In my humble opinon details are important and a good button can make all the difference to the finish of a lovely handmade piece. There’s nothing worse than having spent hours of your precious time making something beautiful, only to go and spoil it with a a trim that just doesn’t do it justice

If I can’t find buttons to match or tone, I’ve found a nice simple way of getting what I need.
Unsurprisingly in my stash I also have a box of nail varnishes. From back in my ‘girl about town’ days when I had time on my hands to apply it, when I didn’t wash half as many dishes as I do now and it didn’t chip after five minutes.
There they sit in the hope that, one day, I’ll  have the time to use them before they go all thick and gloopy.
However… Ive found another way to use those lovely little bottles of colour. Yep, you guessed right – buttons. Nail Varnish is as good for colouring buttons as it is your fingernails. There are so many different shades out there these days – if you don’t have the colour you need it’s bound to be in the shops somewhere and most of them are really not expensive.
Here’s what you do:-
All you need are your buttons, a bottle of nail varnish in or matching the colour of your choice, and some double-sided sticky tape.
Peel off a legth of the double-sided tape – enough to easily fit all of your button on, and stick them down firmly with the right side facing up. These keeps them firmly in place.
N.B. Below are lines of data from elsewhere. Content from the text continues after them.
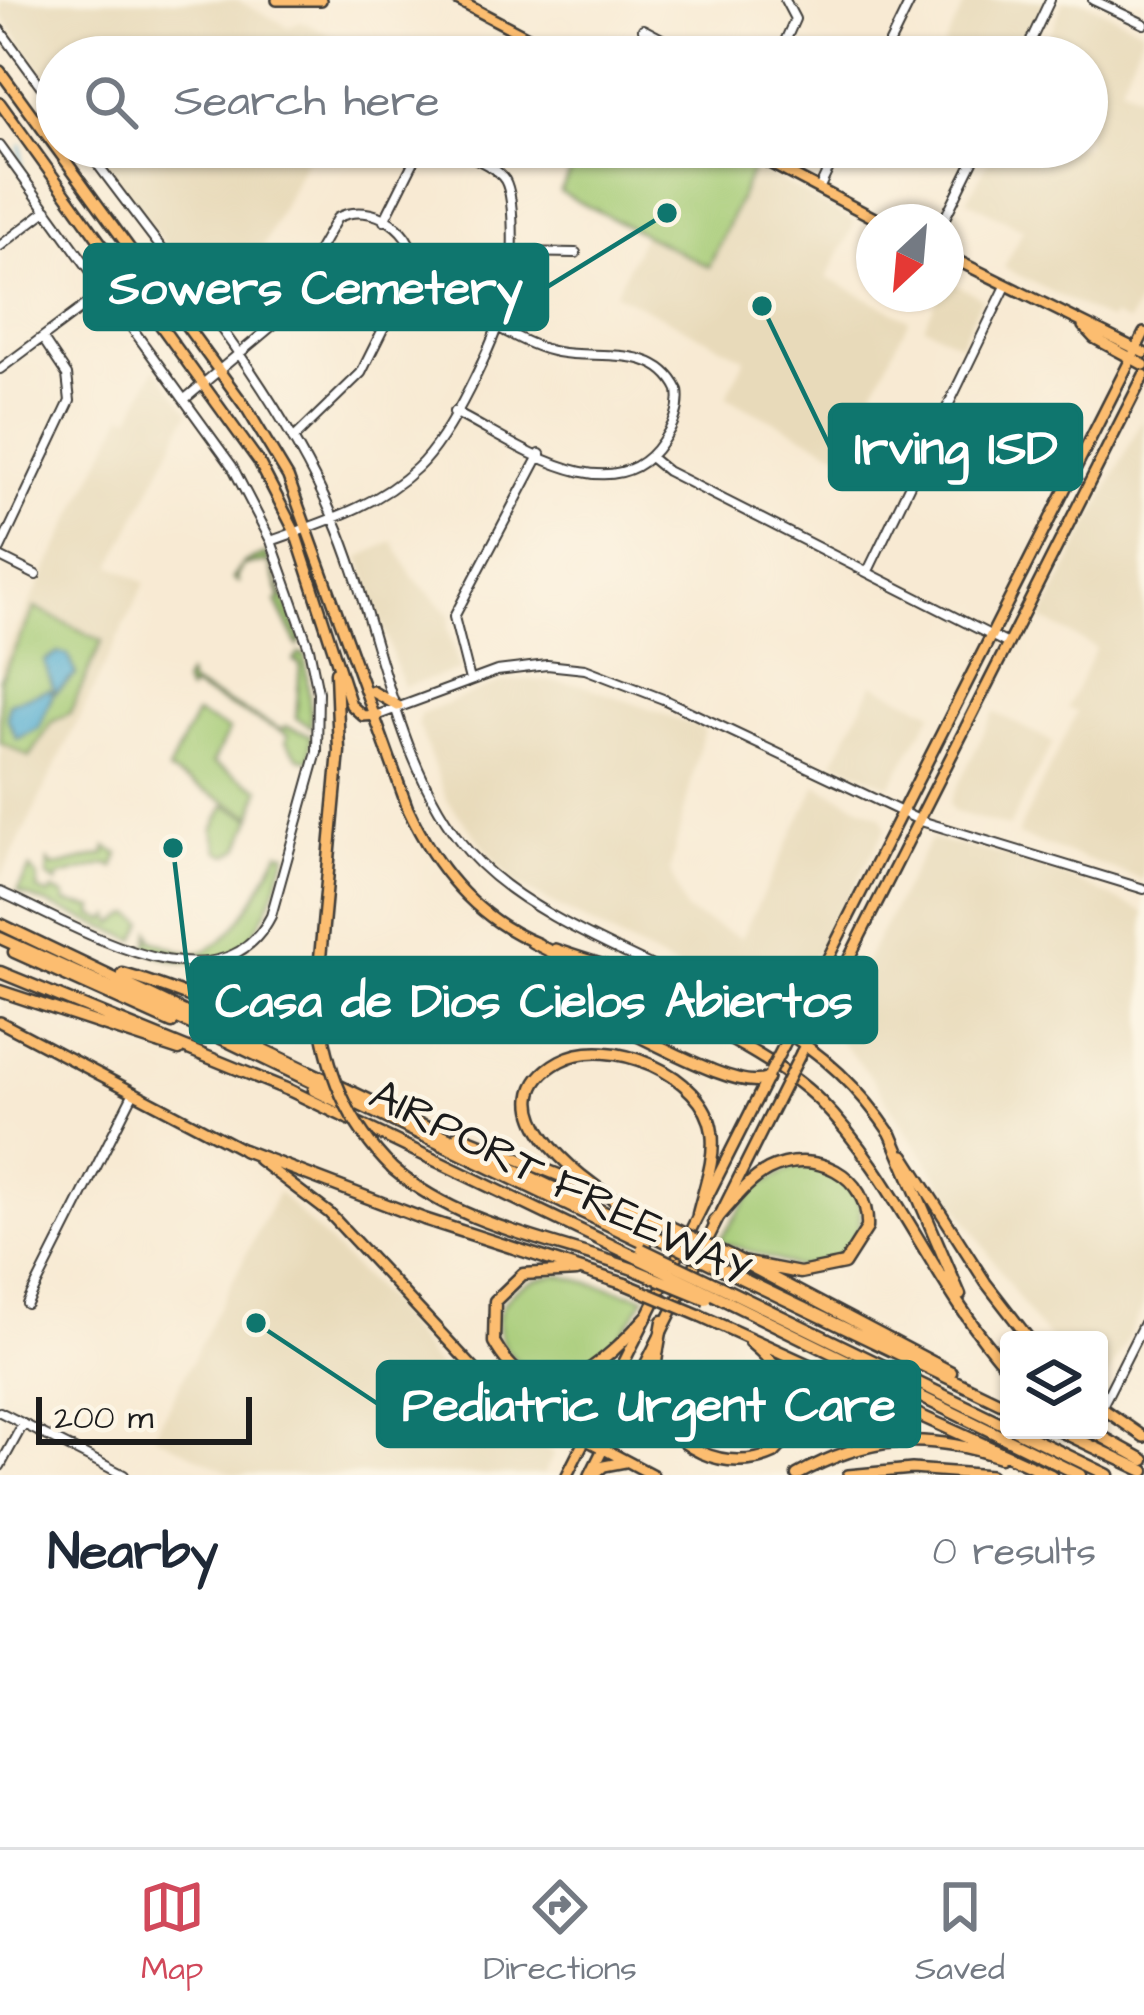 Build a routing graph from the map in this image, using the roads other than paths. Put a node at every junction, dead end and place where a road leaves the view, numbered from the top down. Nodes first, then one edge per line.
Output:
1 (278, 0) edge
2 (320, 0) edge
3 (457, 0) edge
4 (784, 0) edge
5 (911, 0) edge
6 (1050, 0) edge
7 (1093, 0) edge
8 (1144, 24) edge
9 (643, 29) dead end
10 (0, 30) edge
11 (526, 36) edge
12 (656, 36) edge
13 (788, 36) edge
14 (893, 36) edge
15 (1033, 36) edge
16 (0, 71) edge
17 (36, 79) edge
18 (0, 103) edge
19 (36, 120) edge
20 (0, 146) edge
21 (36, 152) edge
22 (48, 168) edge
23 (71, 168) edge
24 (100, 168) edge
25 (410, 168) edge
26 (484, 168) edge
27 (779, 168) edge
28 (829, 168) edge
29 (970, 168) edge
30 (819, 189) junction
31 (952, 204) edge
32 (856, 208) edge
33 (47, 210) junction
34 (384, 221) junction
35 (0, 246) edge
36 (511, 252) junction
37 (575, 253) dead end
38 (964, 264) edge
39 (1006, 286) junction
40 (106, 290) junction
41 (495, 326) junction
42 (1144, 333) edge
43 (43, 339) junction
44 (1137, 354) edge
45 (239, 358) junction
46 (1144, 365) edge
47 (0, 369) edge
48 (220, 372) junction
49 (1144, 375) edge
50 (207, 382) junction
51 (1144, 393) edge
52 (186, 398) junction
53 (1127, 411) junction
54 (454, 412) junction
55 (293, 439) junction
56 (540, 454) junction
57 (650, 457) junction
58 (334, 519) junction
59 (310, 526) junction
60 (295, 532) junction
61 (271, 541) junction
62 (0, 553) edge
63 (867, 572) junction
64 (36, 575) dead end
65 (993, 636) junction
66 (1008, 644) junction
67 (336, 672) junction
68 (470, 680) junction
69 (368, 687) junction
70 (398, 706) junction
71 (378, 715) junction
72 (903, 813) junction
73 (920, 820) junction
74 (1144, 889) edge
75 (0, 892) edge
76 (0, 924) edge
77 (532, 942) junction
78 (0, 946) edge
79 (88, 964) junction
80 (0, 972) edge
81 (0, 991) edge
82 (736, 1007) junction
83 (0, 1022) edge
84 (787, 1039) junction
85 (807, 1042) junction
86 (212, 1057) junction
87 (769, 1075) junction
88 (134, 1092) junction
89 (426, 1126) junction
90 (891, 1135) junction
91 (243, 1150) junction
92 (617, 1201) junction
93 (698, 1214) junction
94 (714, 1222) junction
95 (642, 1251) junction
96 (743, 1262) junction
97 (598, 1274) junction
98 (716, 1286) junction
99 (27, 1304) dead end
100 (648, 1315) junction
101 (663, 1322) junction
102 (1144, 1323) edge
103 (732, 1330) junction
104 (977, 1330) junction
105 (1023, 1331) edge
106 (1000, 1359) edge
107 (1108, 1392) edge
108 (990, 1398) junction
109 (1000, 1403) edge
110 (0, 1412) edge
111 (1108, 1412) edge
112 (1000, 1421) edge
113 (23, 1424) junction
114 (1144, 1437) edge
115 (1037, 1439) edge
116 (1049, 1439) edge
117 (1077, 1439) edge
118 (1106, 1439) edge
119 (585, 1441) junction
120 (602, 1449) junction
121 (1144, 1460) edge
122 (627, 1462) junction
123 (0, 1466) edge
124 (1144, 1471) edge
125 (124, 1475) edge
126 (567, 1475) edge
127 (591, 1475) edge
128 (652, 1475) edge
129 (797, 1475) edge
130 (848, 1475) edge
131 (991, 1475) edge
132 (1048, 1475) edge
133 (1080, 1475) edge
134 (1108, 1475) edge
135 (1123, 1475) edge

1 - 2 main road
3 - 11 main road
4 - 13 street
5 - 14 street
6 - 15 street
7 - 8 street
9 - 12 street
10 - 17 street
16 - 19 main road
18 - 21 main road
20 - 33 street
22 - 50 main road
23 - 48 main road
24 - 45 street
25 - 34 street
26 - 36 street
27 - 30 main road
28 - 30 street
29 - 31 street
30 - 32 main road
33 - 35 street
33 - 40 street
34 - 45 street
34 - 55 street
36 - 37 street
36 - 41 street
38 - 39 main road
39 - 44 main road
39 - 63 street
40 - 43 street
40 - 52 street
41 - 54 street
41 - 57 street
42 - 44 main road
43 - 47 street
43 - 62 street
44 - 46 main road
44 - 65 main road
45 - 48 street
45 - 55 street
48 - 50 street
48 - 59 main road
49 - 53 main road
50 - 52 street
50 - 60 main road
51 - 53 main road
52 - 61 street
53 - 66 main road
54 - 56 street
54 - 58 street
55 - 58 street
56 - 57 street
56 - 68 street
57 - 63 street
58 - 59 street
58 - 70 street
59 - 60 street
59 - 69 main road
60 - 61 street
60 - 67 main road
61 - 75 street
62 - 64 street
63 - 65 street
65 - 66 street
65 - 72 main road
66 - 73 main road
67 - 71 main road
67 - 95 highway, bridge
68 - 70 street
68 - 72 street
69 - 70 main road
69 - 71 main road
70 - 71 street
70 - 82 street
71 - 77 main road
72 - 73 street
72 - 84 main road
73 - 74 street
73 - 85 main road
76 - 79 highway, AIRPORT FREEWAY
77 - 82 main road
77 - 104 highway
78 - 95 highway
78 - 95 highway
79 - 87 highway
79 - 89 highway, AIRPORT FREEWAY
80 - 86 highway, AIRPORT FREEWAY
81 - 86 highway
82 - 84 main road
83 - 88 main road
84 - 85 main road
84 - 87 main road, bridge
85 - 90 main road
85 - 94 main road, bridge
86 - 95 highway, AIRPORT FREEWAY
87 - 93 main road
88 - 91 main road
88 - 99 street
89 - 92 highway
89 - 95 highway, AIRPORT FREEWAY
90 - 104 highway
90 - 105 main road
91 - 97 highway
91 - 119 main road
92 - 93 highway
92 - 96 highway, bridge
93 - 100 main road
94 - 96 highway
94 - 101 main road
95 - 98 highway, bridge
95 - 98 highway, AIRPORT FREEWAY, bridge
96 - 108 highway
97 - 100 highway
97 - 103 highway, bridge
98 - 108 highway, AIRPORT FREEWAY
98 - 112 highway
98 - 133 highway, AIRPORT FREEWAY
100 - 119 main road
101 - 103 highway
101 - 120 main road
102 - 107 street
103 - 132 highway
104 - 106 highway
108 - 109 highway, AIRPORT FREEWAY
110 - 113 street
111 - 114 main road
113 - 123 street
113 - 125 street
115 - 134 highway
116 - 135 highway
117 - 124 highway
118 - 121 highway
119 - 120 main road
119 - 126 main road
120 - 122 main road
120 - 127 main road
122 - 127 main road
122 - 128 main road
129 - 132 highway
130 - 131 main road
Paint the buttons carefully with the nail varnish, not forgetting the sides of the buttons. Being stuck to the tape allows the to be manoevered around easily. You may need to apply two or more coats, depending on the colour and thickness of the varnish.
Allow to dry for several hours, preferably overnight, so that the nail varnish has dried to a nice hard finish.

Lift off from the tape, and there you have your new matching buttons…..ready to sew onto your garment.
Very Inportant – Make sure the buttons are completely dry before you use them. Nail varnish is hard to remove, particularly from fibres.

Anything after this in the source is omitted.